Identification of the LDA Function

<< Click to Display Table of Contents >>

Navigation:  R Statistics in PMOD > Analysis Scripts for Aggregates > Linear Models: Statistical Analysis of Regional Imaging Data > Discrimination Analysis > LDA PMOD-R Implementation >

Identification of the LDA Function

To start the analysis load the example Example_LDA.RData workspace which is available in the Pmod example database. Use the Load/Workspace Data option from the lateral task bar. It already contains the master table which forms the basis for the analysis. To visualize the master table select the Table layout icon as shown below:


To start the analysis please select the Linear discriminant analysis entry in the scripts list:


The linear discrimination interface opens. To select the Master table for the  analysis use the selection arrow on the top. Correspondingly, summary of the master table content is shown in the Input data restriction section. Make sure all Groups and VOIs are selected.


The analysis is started with the Ok button.

Logistic regression produces the following output accessible via the Text layout:

1.The summary(lind_glmFit): this indicates that both, left PCC and left angular gyrus contribute significantly to discrimination (p value of 0.01393 and 0.01702 respectively). Interestingly, the right PCC is included marginally (p = 0.065) but with a negative slope estimate, indicating that it is the left/right difference that provides better discrimination than either side alone. The contribution of the right angular gyrus is considered nonsignificant.



2.The stepAIC(fit, direction="backward") is displaying the stepwise procedure to eliminate unneeded predictors progresses.
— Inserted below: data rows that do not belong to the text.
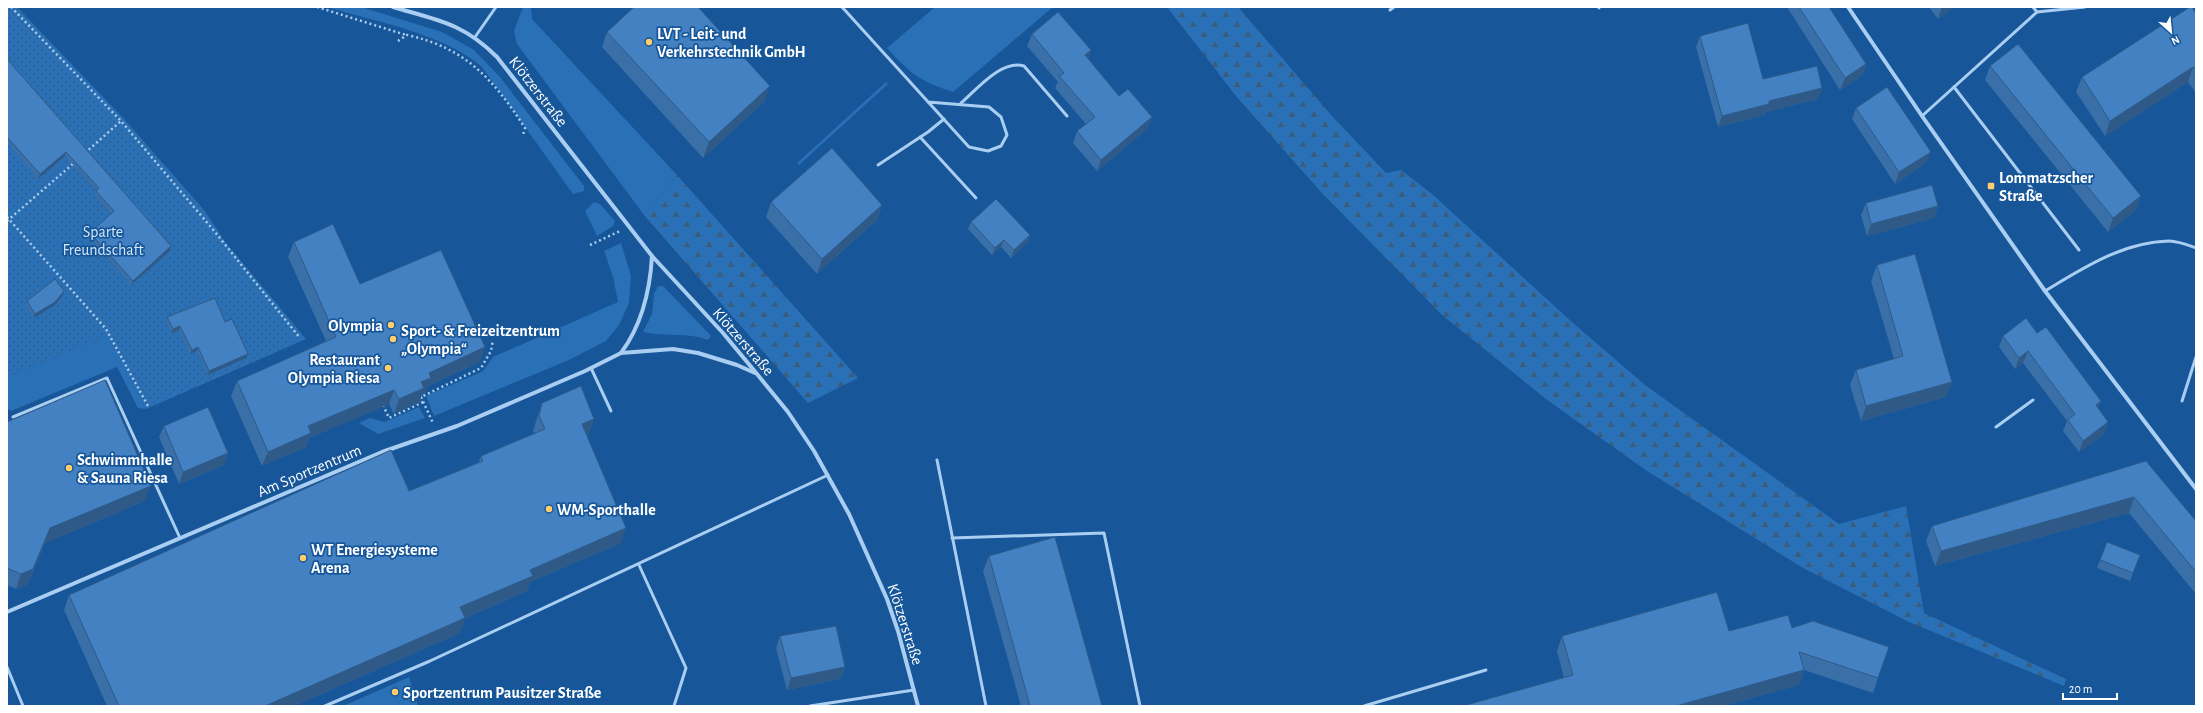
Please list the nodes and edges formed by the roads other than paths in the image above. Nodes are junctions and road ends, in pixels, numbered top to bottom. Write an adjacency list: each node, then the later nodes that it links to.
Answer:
1 (392, 7): 10 (street, Klötzerstraße)
2 (496, 7): 10 (lane)
3 (842, 7): 12 (lane)
4 (1394, 7): 8 (lane)
5 (1848, 7): 15 (street)
6 (2033, 7): 9 (lane)
7 (2085, 7): 9 (lane)
8 (1390, 10)
9 (2037, 12): 11 (lane)
10 (475, 37): 22 (street, Klötzerstraße)
11 (1954, 87): 15 (lane); 21 (lane)
12 (928, 102): 13 (lane); 16 (lane)
13 (961, 103): 14 (lane); 16 (lane)
14 (1067, 116)
15 (1922, 116): 23 (street)
16 (944, 119): 17 (lane)
17 (920, 137): 18 (lane); 19 (lane)
18 (878, 165)
19 (976, 198)
20 (2196, 248): 23 (lane)
21 (2079, 250)
22 (652, 256): 24 (street, Am Sportzentrum); 27 (street, Klötzerstraße)
23 (2045, 291): 35 (street)
24 (621, 353): 26 (street, Am Sportzentrum); 27 (street, Am Sportzentrum)
25 (2196, 357): 29 (lane)
26 (591, 368): 30 (lane); 36 (street, Am Sportzentrum)
27 (757, 374): 34 (street, Klötzerstraße)
28 (2033, 400): 32 (lane)
29 (2182, 401)
30 (610, 411)
31 (13, 418): 36 (lane)
32 (1996, 427)
33 (937, 460): 37 (lane)
34 (828, 475): 38 (lane); 42 (street, Klötzerstraße)
35 (2196, 489)
36 (180, 538): 39 (street, Am Sportzentrum)
37 (952, 538): 48 (lane); 49 (lane)
38 (639, 565): 44 (lane); 45 (lane)
39 (7, 612)
40 (7, 667): 43 (lane)
41 (1486, 670): 50 (lane)
42 (914, 690): 46 (lane); 47 (street, Klötzerstraße)
43 (23, 706)
44 (325, 706)
45 (674, 706)
46 (810, 706)
47 (918, 706)
48 (986, 706)
49 (1140, 706)
50 (1364, 706)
The result indicates that, only removing right angular gyrus improves AIC (smaller values are better), while removing any of the other predictors worsens the fit more (increasing deviance) than the reduction of predictors is worth.


3.The final fit summary(lind_fitAIC_DM) is, with all three remaining regions providing a significant contribution:


4.The lind_fitAIC_DMCoeff is representing the linear coefficients of the discrimination model and is also accessible in the Table layout.  This result will be used in the prediction step



The quality of the discrimination can be checked via the Plot layout:


The blue line is respresenting the ROC curve of the full model based on four predictors with an area under the curve (AUC) of 0.7518. The roc.formula in the code is producing the following output:


roc.formula(formula = GROUP ~ fit$fitted.values, data = columns)

Data: fit$fitted.values in 78 controls (GROUP convMCI) < 129 cases (GROUP MCI).

Area under the curve: 0.7518


The red line is representing the the ROC curve of the final fit based on three predictors instead of four. As to be expected it has a minimally smaller AUC of 0.7486. The roc.formula in the code is producing the following output:


roc.formula(formula = GROUP ~ fitAIC$fitted.values, data = columns)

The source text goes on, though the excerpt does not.